Von Bremerhaven in den Weltraum

Bremer Unternehmen aus verschiedenen Branchen haben eine gemeinsame Betreibergesellschaft gegründet, um den Start kleiner Trägerraketen in Deutschland zu ermöglichen.

Noch in diesem Jahr soll – wenn alles gut geht – eine Testrakete aus der Nordsee in den Weltraum starten und dort Satelliten in die Umlaufbahn befördern.
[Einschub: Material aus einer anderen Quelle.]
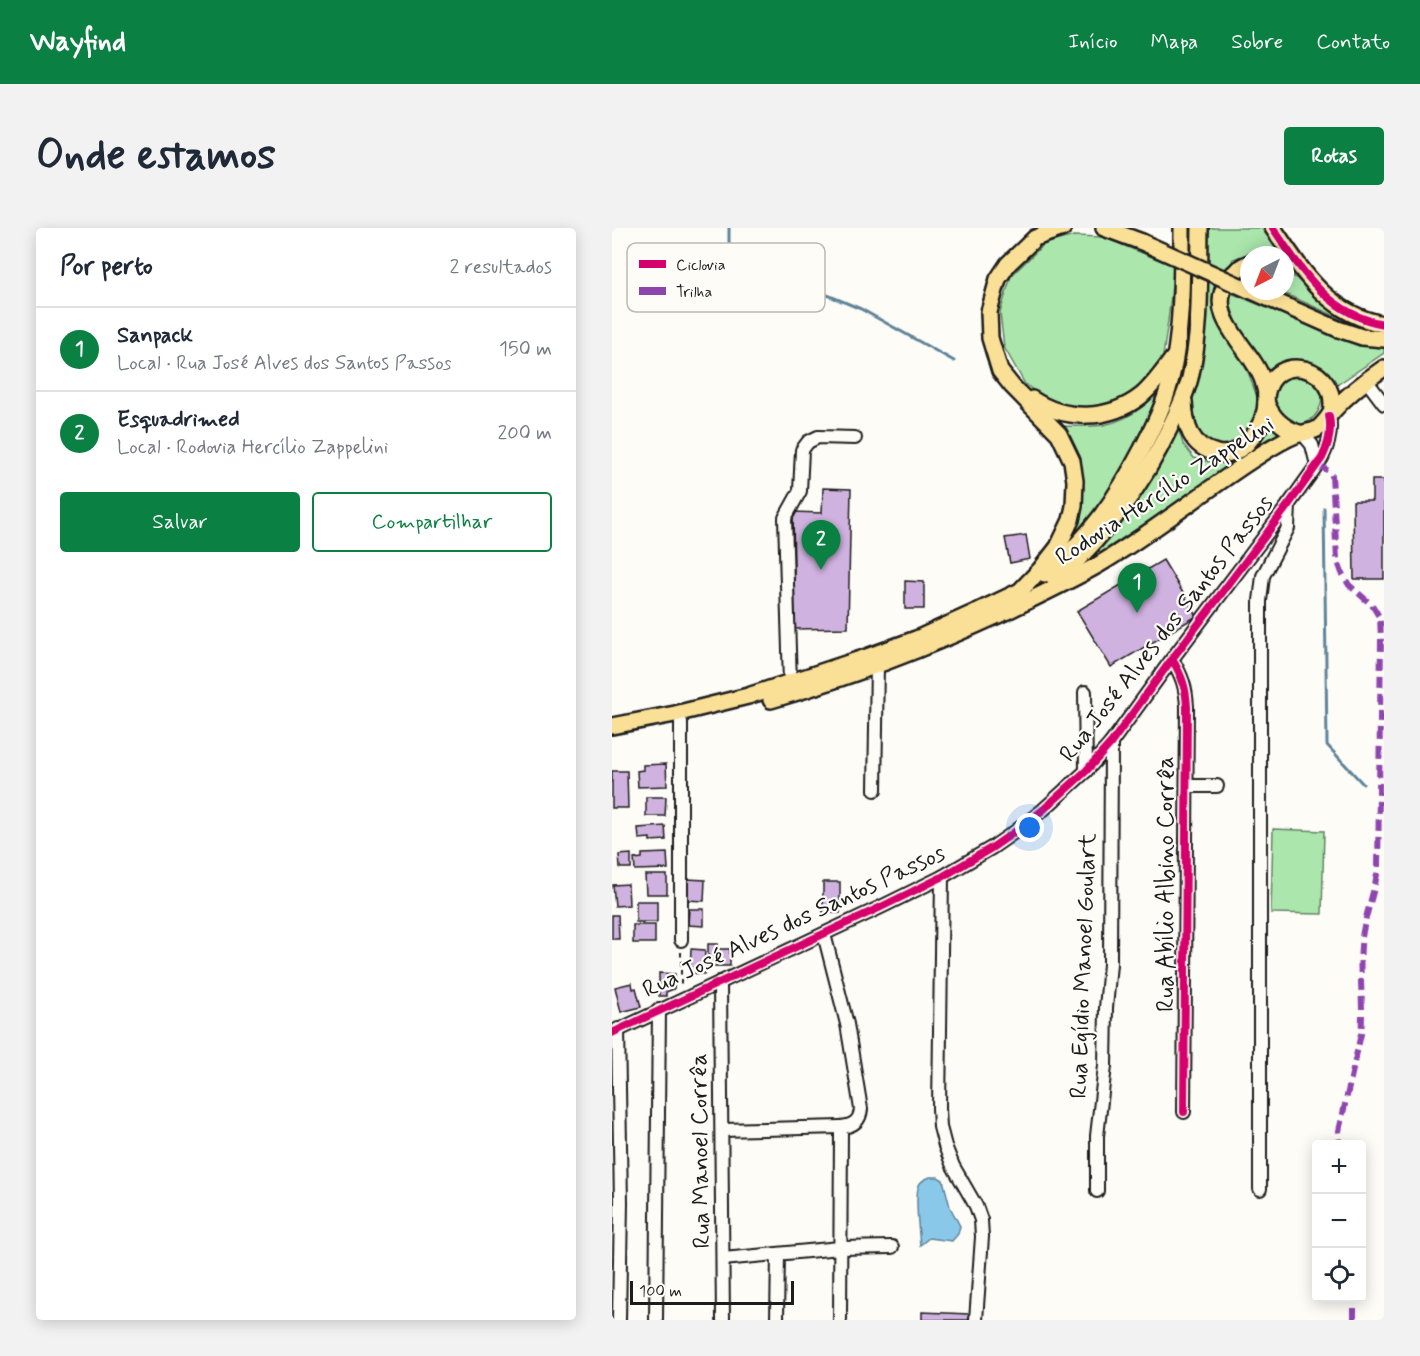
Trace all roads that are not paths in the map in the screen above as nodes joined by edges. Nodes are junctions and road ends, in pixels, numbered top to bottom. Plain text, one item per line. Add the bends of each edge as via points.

Eine Gruppe bremischer Unternehmen, die German Offshore Spaceport Alliance (GOSA), treibt dieses Vorhaben voran, um das Raumfahrtökosystem der Hansestadt zu vervollständigen: Vom Bau der Raketen und Satelliten bis hin zum Launch und der anschließenden Nutzung der Daten wäre Bremen – und damit Deutschland – dann fast komplett souverän in der Raumfahrt unterwegs. Die Basis für die Integration von Satelliten und Raketen könnte an der Bremerhavener Kaiserschleuse entstehen und in der Umgebung weitere Ansiedlungen nach sich ziehen.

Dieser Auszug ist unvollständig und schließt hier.